While it’s not truly a “national holiday”, October 30, the day before Halloween, is recognized as National Candy Corn day.

And we all know that children and even adults will be getting access to a lot of candy this last week of October, so we decided to shed a little light on what makes up one of the most recognizable candy confections out there…Candy Corn.
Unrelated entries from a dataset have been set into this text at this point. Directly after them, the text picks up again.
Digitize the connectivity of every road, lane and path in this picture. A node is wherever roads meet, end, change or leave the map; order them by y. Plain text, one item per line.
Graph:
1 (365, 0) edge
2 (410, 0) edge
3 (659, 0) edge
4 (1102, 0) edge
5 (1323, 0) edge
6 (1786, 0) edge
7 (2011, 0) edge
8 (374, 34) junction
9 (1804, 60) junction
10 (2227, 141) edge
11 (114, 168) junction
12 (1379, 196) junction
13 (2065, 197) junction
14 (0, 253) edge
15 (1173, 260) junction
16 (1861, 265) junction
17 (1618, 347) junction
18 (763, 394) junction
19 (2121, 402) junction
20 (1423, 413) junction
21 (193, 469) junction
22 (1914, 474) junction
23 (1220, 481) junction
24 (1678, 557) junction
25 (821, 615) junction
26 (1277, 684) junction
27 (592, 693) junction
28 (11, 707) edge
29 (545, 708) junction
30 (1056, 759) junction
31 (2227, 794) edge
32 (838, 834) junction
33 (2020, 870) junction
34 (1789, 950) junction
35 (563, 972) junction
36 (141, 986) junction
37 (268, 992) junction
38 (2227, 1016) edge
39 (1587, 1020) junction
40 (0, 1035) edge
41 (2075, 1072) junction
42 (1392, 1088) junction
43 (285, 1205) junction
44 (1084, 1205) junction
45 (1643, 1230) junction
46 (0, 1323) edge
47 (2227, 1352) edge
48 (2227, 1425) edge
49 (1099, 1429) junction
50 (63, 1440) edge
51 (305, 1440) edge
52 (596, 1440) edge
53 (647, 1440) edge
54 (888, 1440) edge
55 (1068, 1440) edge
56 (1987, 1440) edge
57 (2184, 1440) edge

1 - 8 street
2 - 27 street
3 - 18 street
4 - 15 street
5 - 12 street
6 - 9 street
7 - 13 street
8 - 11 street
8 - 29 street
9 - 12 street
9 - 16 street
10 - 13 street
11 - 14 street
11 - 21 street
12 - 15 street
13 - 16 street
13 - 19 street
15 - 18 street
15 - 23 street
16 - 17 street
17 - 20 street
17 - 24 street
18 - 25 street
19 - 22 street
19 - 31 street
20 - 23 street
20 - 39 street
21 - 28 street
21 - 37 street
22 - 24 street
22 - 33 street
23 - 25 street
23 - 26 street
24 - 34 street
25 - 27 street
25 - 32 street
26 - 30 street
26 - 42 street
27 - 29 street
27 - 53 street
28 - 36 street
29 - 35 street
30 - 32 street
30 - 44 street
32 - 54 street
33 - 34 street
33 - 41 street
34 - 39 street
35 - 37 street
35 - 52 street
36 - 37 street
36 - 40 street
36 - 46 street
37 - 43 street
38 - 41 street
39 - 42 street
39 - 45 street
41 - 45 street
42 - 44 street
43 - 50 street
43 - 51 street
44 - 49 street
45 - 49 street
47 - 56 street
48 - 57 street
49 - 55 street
So where did Candy Corn come from?

Candy corn was first sold by the Wunderle Candy Company in the 1880s, but it was the Goelitz Confectionary Company of Cinncinnati that first decided to sell this candy in bulk. Love it or hate it, this candy has become a symbolic feature of the “Trick or Treat” season.

So now for the facts….

Hailed as one of the better holiday candies due to its fat-free status, it is not as innocent as you believe. The ingredients include sugar, corn syrup, confectioner’s glaze, salt, dextrose, gelatin, sesame oil, artificial flavor, honey, yellow 6, yellow 5, and red 3.

If you didn’t know, the listing of ingredients always start by listing the item with the highest amount, and works down from there. What that says is the primary ingredient of this recipe is sugar, followed by corn syrup and confectioner’s glaze. That is a lot of sugar. In fact, a common nutritional label states that 19 pieces of candy equal 1 serving and contains 32 grams of sugar.

So what does your dentist think? Well, it’s not a hard candy that will chip away at tooth enamel, it’s not acidic which also wears down your teeth, and it’s not a candy that is kept in the mouth for a longer period of time like a lollipop, so it’s not as bad as other choices.

This one strictly comes down to the sugar. Too much sugar is never good for your teeth or overall dental health.

As with anything else, teach your young children moderation, let them have fun, but make sure they brush and floss. And finding a cute, fall-themed toothbrush to put in their trick-or-treat sacks is never a bad idea.